Bu eğitime başlamak için çocuğun hazır oluşluğu göz önünde bulundurulmalıdır. Çocuk bununla ilgili mesajları jest ve mimikleri ile, bazen ise direkt sözel olarak verir. Genellikle ilk başlarda, bezlerini kirlettikten sonra annelerine bunu söylerler ya da bir şekilde anlatmaya çalışırlar. İlerleyen zamanlarda bezlerini kirletirken, en son aşamada ise kirletmeden önce mesaj verirler.

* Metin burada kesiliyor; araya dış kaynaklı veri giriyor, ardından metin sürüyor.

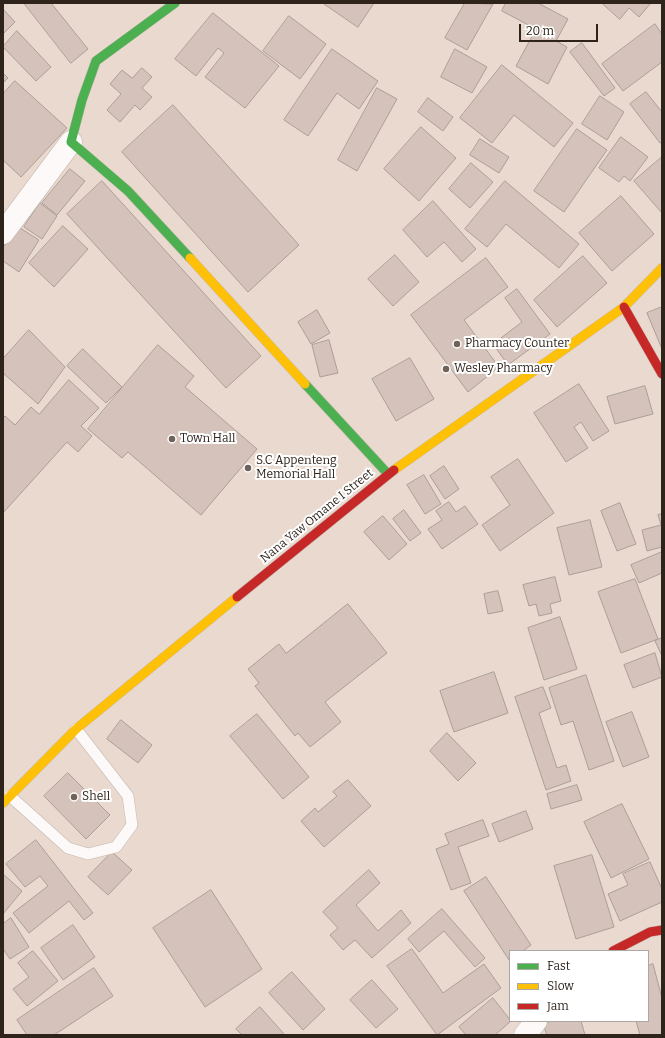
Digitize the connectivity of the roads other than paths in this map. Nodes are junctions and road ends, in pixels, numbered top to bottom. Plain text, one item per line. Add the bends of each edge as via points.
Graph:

Ancak her çocuk bu aşamaların hepsinden geçmeyebilir, bu unutulmamalıdır.
“Tuvalet Eğitimi Nasıl Verilmelidir?”
Anne, hazır olduğuna dair çocuktan gelen mesajları fark etmeli ve çocuğu idrarını tuvalete yapması konusunda teşvik etmelidir. Yaptığı takdirde övmeli, yapmadığı zaman ise kızmamalıdır.

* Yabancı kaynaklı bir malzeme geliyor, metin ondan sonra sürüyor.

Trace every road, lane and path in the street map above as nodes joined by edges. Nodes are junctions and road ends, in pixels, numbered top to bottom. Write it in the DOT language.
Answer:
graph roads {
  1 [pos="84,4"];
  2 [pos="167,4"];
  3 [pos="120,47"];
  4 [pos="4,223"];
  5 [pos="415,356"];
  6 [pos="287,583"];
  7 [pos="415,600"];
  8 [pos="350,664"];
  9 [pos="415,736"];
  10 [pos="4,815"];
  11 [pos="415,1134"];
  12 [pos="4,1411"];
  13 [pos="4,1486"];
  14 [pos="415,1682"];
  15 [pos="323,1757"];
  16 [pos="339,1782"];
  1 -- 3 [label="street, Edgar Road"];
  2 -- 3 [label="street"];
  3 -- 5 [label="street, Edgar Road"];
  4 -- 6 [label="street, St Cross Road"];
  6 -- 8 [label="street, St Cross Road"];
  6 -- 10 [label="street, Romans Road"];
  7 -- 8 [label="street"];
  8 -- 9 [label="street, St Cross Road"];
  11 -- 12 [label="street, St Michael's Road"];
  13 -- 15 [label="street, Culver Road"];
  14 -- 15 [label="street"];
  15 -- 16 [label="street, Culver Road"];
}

Bazı çocuklar diğerlerine göre bu hazır oluşluğa geç erişebilirler. Bu gibi durumlarda anne telaş yapmamalıdır. Yapıyorsa da bunu çocuğa hissettirmemelidir. Çocuğu diğer çocuklar ile yarışa sokmamalıdır. Bir an evvel öğrenmesi için baskı yapmamalı, ısrarcı olmamalı ya da çocuğu zorlamamalıdır. Böyle olursa, anne-çocuk ilişkisi zedelenebilir. Uzmanlar zorla ya da katı bir tutumla tuvalete alıştırılan çocuklarda idrar kaçırma sorunun daha sık görülme olasılığı olduğunu söylemektedirler.
Çocuğu tuvalete alıştırırken başlangıçta lazımlık kullanılabilir. Ancak çocuk lazımlığa oturmayı reddederse anne bu konuda ısrar etmemelidir. İlk günlerde her beslenmeden sonra çocuk tuvalete götürülmeli fakat uzun süre orada kalmamalıdır ve bu sırada anne de onun yanında beklemelidir. Düzen oturtulduktan sonra her gün belirli saatlerde çocuk tuvalete götürülmelidir. Sonrasında kendiliğinden tuvalet ihtiyacını söyleyecektir.

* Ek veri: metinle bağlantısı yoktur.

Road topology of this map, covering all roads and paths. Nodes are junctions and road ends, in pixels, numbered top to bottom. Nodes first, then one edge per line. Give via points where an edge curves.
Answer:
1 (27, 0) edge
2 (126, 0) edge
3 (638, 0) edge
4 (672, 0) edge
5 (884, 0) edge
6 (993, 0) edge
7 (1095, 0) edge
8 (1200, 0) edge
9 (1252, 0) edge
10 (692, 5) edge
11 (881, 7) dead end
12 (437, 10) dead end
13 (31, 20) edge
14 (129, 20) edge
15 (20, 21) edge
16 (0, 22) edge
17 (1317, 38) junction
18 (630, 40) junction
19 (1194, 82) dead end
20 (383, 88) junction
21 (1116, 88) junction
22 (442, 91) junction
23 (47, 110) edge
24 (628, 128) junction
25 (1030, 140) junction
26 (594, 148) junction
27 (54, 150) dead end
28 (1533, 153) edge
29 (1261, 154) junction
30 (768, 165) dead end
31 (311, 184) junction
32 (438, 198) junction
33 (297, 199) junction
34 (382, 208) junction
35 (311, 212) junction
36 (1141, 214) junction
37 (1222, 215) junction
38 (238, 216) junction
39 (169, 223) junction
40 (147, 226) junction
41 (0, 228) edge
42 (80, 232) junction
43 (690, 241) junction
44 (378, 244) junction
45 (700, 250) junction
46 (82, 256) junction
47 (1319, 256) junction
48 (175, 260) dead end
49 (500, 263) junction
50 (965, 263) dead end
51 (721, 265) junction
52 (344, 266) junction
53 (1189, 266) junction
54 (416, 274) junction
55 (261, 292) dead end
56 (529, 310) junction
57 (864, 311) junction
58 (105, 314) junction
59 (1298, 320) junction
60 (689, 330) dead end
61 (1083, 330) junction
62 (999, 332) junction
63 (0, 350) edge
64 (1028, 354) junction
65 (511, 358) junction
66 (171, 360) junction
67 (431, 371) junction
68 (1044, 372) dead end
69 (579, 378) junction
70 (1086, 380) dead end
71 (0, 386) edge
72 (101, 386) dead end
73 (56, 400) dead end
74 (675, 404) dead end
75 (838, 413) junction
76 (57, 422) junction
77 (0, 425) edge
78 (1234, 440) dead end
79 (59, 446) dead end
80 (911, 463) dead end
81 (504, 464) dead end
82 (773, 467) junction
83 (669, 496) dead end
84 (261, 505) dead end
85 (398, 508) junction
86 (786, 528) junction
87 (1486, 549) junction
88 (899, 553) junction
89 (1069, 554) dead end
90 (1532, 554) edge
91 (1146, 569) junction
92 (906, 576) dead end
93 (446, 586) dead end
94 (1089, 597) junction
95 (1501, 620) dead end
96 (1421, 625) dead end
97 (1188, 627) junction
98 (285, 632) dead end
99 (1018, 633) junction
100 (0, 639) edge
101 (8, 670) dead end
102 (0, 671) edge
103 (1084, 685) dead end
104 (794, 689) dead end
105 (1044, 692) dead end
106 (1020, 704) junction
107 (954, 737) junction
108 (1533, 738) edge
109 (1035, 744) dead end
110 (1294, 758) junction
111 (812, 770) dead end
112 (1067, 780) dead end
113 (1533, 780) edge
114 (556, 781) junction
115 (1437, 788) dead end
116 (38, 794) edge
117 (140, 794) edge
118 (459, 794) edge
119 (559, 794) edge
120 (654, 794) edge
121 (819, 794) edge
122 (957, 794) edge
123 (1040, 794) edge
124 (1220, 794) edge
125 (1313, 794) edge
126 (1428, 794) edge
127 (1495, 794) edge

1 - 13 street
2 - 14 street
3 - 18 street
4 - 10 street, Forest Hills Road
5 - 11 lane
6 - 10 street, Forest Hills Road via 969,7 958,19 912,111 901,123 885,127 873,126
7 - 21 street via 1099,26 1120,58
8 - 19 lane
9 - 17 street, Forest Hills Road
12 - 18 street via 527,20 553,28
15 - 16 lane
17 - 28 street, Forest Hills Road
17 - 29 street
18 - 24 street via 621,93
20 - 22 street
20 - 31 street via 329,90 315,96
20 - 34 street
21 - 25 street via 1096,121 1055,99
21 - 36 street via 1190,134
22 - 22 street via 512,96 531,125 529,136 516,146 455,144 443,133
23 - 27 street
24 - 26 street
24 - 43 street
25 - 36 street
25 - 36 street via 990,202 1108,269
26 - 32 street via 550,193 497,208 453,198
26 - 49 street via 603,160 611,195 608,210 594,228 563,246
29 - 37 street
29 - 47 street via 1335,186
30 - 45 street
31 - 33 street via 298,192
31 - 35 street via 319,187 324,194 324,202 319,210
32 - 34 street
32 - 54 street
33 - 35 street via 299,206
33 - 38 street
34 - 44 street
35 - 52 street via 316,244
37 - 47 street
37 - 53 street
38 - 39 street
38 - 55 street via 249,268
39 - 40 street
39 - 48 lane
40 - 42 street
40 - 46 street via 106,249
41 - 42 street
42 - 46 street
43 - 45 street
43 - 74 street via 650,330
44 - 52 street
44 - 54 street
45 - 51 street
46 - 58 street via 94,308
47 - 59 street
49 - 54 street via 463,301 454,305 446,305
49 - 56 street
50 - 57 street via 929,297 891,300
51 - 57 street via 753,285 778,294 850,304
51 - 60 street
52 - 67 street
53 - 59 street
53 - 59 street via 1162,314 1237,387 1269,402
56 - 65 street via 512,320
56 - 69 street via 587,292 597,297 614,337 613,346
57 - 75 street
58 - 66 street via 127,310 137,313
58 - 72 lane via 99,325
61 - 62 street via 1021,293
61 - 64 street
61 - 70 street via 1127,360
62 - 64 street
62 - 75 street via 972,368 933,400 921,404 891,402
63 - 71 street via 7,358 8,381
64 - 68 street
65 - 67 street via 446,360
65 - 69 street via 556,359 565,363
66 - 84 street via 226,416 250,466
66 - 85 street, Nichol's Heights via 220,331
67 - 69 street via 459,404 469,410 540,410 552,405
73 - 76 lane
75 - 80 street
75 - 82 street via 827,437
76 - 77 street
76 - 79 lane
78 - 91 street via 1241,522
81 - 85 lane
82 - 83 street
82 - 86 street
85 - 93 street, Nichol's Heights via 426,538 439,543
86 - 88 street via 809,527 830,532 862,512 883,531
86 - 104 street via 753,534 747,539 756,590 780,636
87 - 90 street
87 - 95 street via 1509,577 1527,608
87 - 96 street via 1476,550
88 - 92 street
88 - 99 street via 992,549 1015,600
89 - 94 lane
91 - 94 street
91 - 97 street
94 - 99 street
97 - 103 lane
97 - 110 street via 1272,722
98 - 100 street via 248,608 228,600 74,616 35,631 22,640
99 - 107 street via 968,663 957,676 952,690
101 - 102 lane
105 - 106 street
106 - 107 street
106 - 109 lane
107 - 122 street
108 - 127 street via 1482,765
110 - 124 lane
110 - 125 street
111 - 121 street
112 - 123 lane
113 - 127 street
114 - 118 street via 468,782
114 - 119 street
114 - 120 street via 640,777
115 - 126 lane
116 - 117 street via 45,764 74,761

Anne bu eğitim esnasında çocukla inatlaşmamalıdır. Cezalandırma, rüşvet, tehdit, aşağılama, başkaları ile kıyaslama gibi yöntemlere başvurmamalıdır. Sabırsız, çok kuralcı ve aşırı titiz davranmamaya özen göstermelidir. Çocuk hazır değilse onu zorlamamalı, ona bir müddet daha zaman tanımalıdır. Çocuk ısrarla hazır olma sürecine geçemiyorsa, tıbbi bir muayene gerekebilir.
“Tuvalet Eğitiminde Zorluklar”
Çocuk 5 yaşına gelmesine rağmen hala gündüz ya da gece idrar kaçırmalarının devam etmesi, çocuk tuvalet alışkanlığını kazanmasına ve hiç idrar kaçırma olmamasına rağmen bir dönem sonra tekrar kaçırmaların başlaması ve dışkı kaçırma tuvalet eğitiminde karşılaşılabilecek başlıca zorluklardır. Ancak bunlar 5 yaş öncesinde, ciddi problemler olarak ele alınmamaktadır.
Bu gibi sıkıntılarla karşılaşıldığında öncelikle çocuğun fiziksel muayenesi yaptırılmalıdır. Fiziksel muayenede bir sorun yoksa o zaman psikolojik ihtimaller gözönünde bulundurulmalı ve ona göre gereken önlemler alınmalıdır. Ailesel yatkınlık da bazen tetikleyici olabilir. Bir takım terapi yöntemleri ve gerekli görüldüğü durumlarda doktor kontrolünde ilaç kullanımıyla problemin ortadan kalkması kolaylaşmaktadır.
Ebeveynler bu durumun kendileri açısından sıkıntılı ve zor olduğu kadar çocukları açısından da öyle olduğunu unutmamalıdırlar. Hem sosyal, hem de psikolojik olarak yıpratıcı bir durumdur. Bu nedenle çocukların yargılanmaktan ziyade anlaşılmaya ve desteğe ihtiyacı vardır.